So, equity market appreciation across the low equity markets were up north of 20% on average. That translated to about a 6% tailwind in servicing fees for the quarter. And then against that, we had the normalized amount of — the normal amount of fee headwinds of about 2%, which brought us down to the net 4%. So it was a good quarter. I think what we continue to focus on is there tends to be some tailwind in our model from flows and client activity. This quarter, we had some of that, but we also had it a year ago in a good amount, so that was relatively neutral on a year-on-year basis.

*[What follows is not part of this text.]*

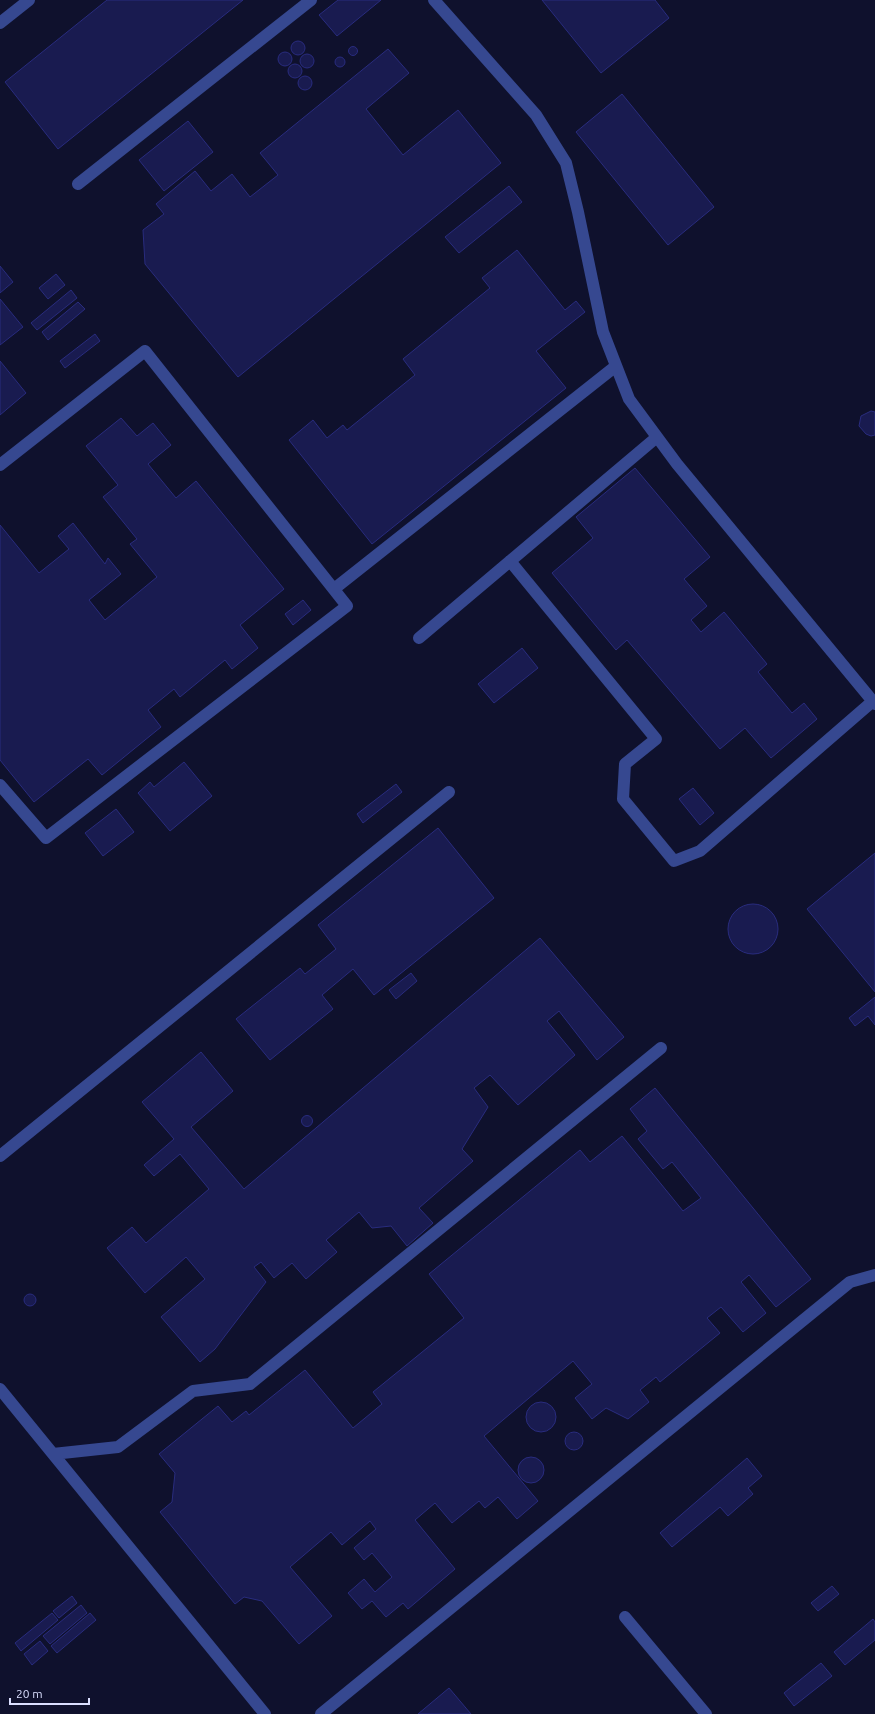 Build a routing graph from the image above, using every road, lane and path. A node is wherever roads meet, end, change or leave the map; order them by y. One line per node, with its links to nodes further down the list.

And then the other component is net new business. And as I’ve said, I think, pretty clearly, we have had lighter sales quarters in the — over the last four to six quarters. We need to take that up. And as that happens, we’ll be in a position to have net new business growth. For the time being, net new business is relatively neutral, which is okay, but not enough and not at the levels that we’d like to be. And that’s, I think, partly why we have been real clear around the amount of net new business we need to win. We’ve been actioning that on a segment basis or regional basis. You’ve heard about our coverage model expansion. All those are components of that acceleration, which I think are well along and starting to show some positive results, as I highlighted in asset managers, for example, in alternatives and that I think will be to our advantage in the coming time periods.

Ronald P. O’Hanley — Chairman and Chief Executive Officer

Why don’t I just add to that? The second part of your question, how does — I think what you’re basically asking is how does Alpha fit in all this? And how does it change those numbers? Clearly, the — we’re pleased with the progress with Alpha three reported wins in the first quarter. And as we noted, one that we reported already for the second quarter, about a third of our business to-be-installed, the $463 billion to-be-installed is Alpha-related.

And we would expect that to grow just given some of the things that we’ve talked about. What that means, though, is these are longer installations, right. We’re, remember, in effect, we’re becoming the enterprise outsourcer to these clients. So it will be nice revenue impact, but we’re talking about 2022 and 2023 revenue impact, relatively, little of that, certainly the things that we reported for the first quarter will we see in 2021.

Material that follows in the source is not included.